### Data records

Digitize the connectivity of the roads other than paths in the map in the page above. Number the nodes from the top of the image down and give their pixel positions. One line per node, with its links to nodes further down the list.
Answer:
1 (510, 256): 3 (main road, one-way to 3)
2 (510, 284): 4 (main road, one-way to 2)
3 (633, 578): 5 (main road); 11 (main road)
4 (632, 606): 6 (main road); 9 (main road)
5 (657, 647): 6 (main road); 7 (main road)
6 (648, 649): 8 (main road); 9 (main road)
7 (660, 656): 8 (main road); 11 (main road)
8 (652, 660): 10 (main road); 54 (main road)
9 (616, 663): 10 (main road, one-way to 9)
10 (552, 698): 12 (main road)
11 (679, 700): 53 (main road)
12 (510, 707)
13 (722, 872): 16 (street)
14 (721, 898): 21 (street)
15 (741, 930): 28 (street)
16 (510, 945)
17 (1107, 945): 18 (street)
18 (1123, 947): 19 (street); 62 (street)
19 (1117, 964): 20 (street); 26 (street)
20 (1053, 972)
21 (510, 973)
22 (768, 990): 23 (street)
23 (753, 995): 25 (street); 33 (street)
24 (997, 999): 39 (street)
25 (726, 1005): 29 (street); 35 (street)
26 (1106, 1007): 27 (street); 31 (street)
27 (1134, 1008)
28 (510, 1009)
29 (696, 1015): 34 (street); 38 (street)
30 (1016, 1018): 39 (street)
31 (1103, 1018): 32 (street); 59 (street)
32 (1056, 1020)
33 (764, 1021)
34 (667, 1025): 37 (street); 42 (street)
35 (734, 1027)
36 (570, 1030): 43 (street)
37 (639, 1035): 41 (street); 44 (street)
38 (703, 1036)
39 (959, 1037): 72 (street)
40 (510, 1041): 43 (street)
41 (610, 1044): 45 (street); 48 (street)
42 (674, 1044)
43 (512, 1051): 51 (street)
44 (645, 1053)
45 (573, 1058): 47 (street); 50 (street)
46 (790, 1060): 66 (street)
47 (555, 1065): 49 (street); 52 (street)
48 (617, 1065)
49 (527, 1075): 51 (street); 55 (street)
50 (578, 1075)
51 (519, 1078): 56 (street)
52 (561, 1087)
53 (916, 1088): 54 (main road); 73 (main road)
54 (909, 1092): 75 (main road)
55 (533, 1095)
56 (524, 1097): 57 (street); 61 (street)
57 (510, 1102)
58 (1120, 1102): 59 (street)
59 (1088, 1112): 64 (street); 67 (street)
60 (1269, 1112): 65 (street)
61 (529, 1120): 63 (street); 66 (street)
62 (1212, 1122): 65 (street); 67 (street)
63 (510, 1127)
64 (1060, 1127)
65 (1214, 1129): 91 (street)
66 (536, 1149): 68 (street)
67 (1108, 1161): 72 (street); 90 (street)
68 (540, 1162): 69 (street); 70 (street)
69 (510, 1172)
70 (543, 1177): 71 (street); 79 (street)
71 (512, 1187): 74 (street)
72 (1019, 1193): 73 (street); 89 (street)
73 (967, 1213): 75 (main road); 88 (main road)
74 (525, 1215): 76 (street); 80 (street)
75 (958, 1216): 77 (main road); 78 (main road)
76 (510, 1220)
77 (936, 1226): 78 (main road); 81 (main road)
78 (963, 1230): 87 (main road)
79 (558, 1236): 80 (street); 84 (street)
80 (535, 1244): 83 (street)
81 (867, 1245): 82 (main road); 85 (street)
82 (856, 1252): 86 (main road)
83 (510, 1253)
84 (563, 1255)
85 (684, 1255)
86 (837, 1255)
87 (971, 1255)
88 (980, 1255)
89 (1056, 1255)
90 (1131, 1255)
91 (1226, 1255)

######

All of the entries must be quoted exactly; please include each one.

__Exercise response__.
Digitize the connectivity of the roads other than paths in the map in the page above. Number the nodes from the top of the image down and give their pixel positions. One line per node, with its links to nodes further down the list.
Answer:
1 (510, 256): 3 (main road, one-way to 3)
2 (510, 284): 4 (main road, one-way to 2)
3 (633, 578): 5 (main road); 11 (main road)
4 (632, 606): 6 (main road); 9 (main road)
5 (657, 647): 6 (main road); 7 (main road)
6 (648, 649): 8 (main road); 9 (main road)
7 (660, 656): 8 (main road); 11 (main road)
8 (652, 660): 10 (main road); 54 (main road)
9 (616, 663): 10 (main road, one-way to 9)
10 (552, 698): 12 (main road)
11 (679, 700): 53 (main road)
12 (510, 707)
13 (722, 872): 16 (street)
14 (721, 898): 21 (street)
15 (741, 930): 28 (street)
16 (510, 945)
17 (1107, 945): 18 (street)
18 (1123, 947): 19 (street); 62 (street)
19 (1117, 964): 20 (street); 26 (street)
20 (1053, 972)
21 (510, 973)
22 (768, 990): 23 (street)
23 (753, 995): 25 (street); 33 (street)
24 (997, 999): 39 (street)
25 (726, 1005): 29 (street); 35 (street)
26 (1106, 1007): 27 (street); 31 (street)
27 (1134, 1008)
28 (510, 1009)
29 (696, 1015): 34 (street); 38 (street)
30 (1016, 1018): 39 (street)
31 (1103, 1018): 32 (street); 59 (street)
32 (1056, 1020)
33 (764, 1021)
34 (667, 1025): 37 (street); 42 (street)
35 (734, 1027)
36 (570, 1030): 43 (street)
37 (639, 1035): 41 (street); 44 (street)
38 (703, 1036)
39 (959, 1037): 72 (street)
40 (510, 1041): 43 (street)
41 (610, 1044): 45 (street); 48 (street)
42 (674, 1044)
43 (512, 1051): 51 (street)
44 (645, 1053)
45 (573, 1058): 47 (street); 50 (street)
46 (790, 1060): 66 (street)
47 (555, 1065): 49 (street); 52 (street)
48 (617, 1065)
49 (527, 1075): 51 (street); 55 (street)
50 (578, 1075)
51 (519, 1078): 56 (street)
52 (561, 1087)
53 (916, 1088): 54 (main road); 73 (main road)
54 (909, 1092): 75 (main road)
55 (533, 1095)
56 (524, 1097): 57 (street); 61 (street)
57 (510, 1102)
58 (1120, 1102): 59 (street)
59 (1088, 1112): 64 (street); 67 (street)
60 (1269, 1112): 65 (street)
61 (529, 1120): 63 (street); 66 (street)
62 (1212, 1122): 65 (street); 67 (street)
63 (510, 1127)
64 (1060, 1127)
65 (1214, 1129): 91 (street)
66 (536, 1149): 68 (street)
67 (1108, 1161): 72 (street); 90 (street)
68 (540, 1162): 69 (street); 70 (street)
69 (510, 1172)
70 (543, 1177): 71 (street); 79 (street)
71 (512, 1187): 74 (street)
72 (1019, 1193): 73 (street); 89 (street)
73 (967, 1213): 75 (main road); 88 (main road)
74 (525, 1215): 76 (street); 80 (street)
75 (958, 1216): 77 (main road); 78 (main road)
76 (510, 1220)
77 (936, 1226): 78 (main road); 81 (main road)
78 (963, 1230): 87 (main road)
79 (558, 1236): 80 (street); 84 (street)
80 (535, 1244): 83 (street)
81 (867, 1245): 82 (main road); 85 (street)
82 (856, 1252): 86 (main road)
83 (510, 1253)
84 (563, 1255)
85 (684, 1255)
86 (837, 1255)
87 (971, 1255)
88 (980, 1255)
89 (1056, 1255)
90 (1131, 1255)
91 (1226, 1255)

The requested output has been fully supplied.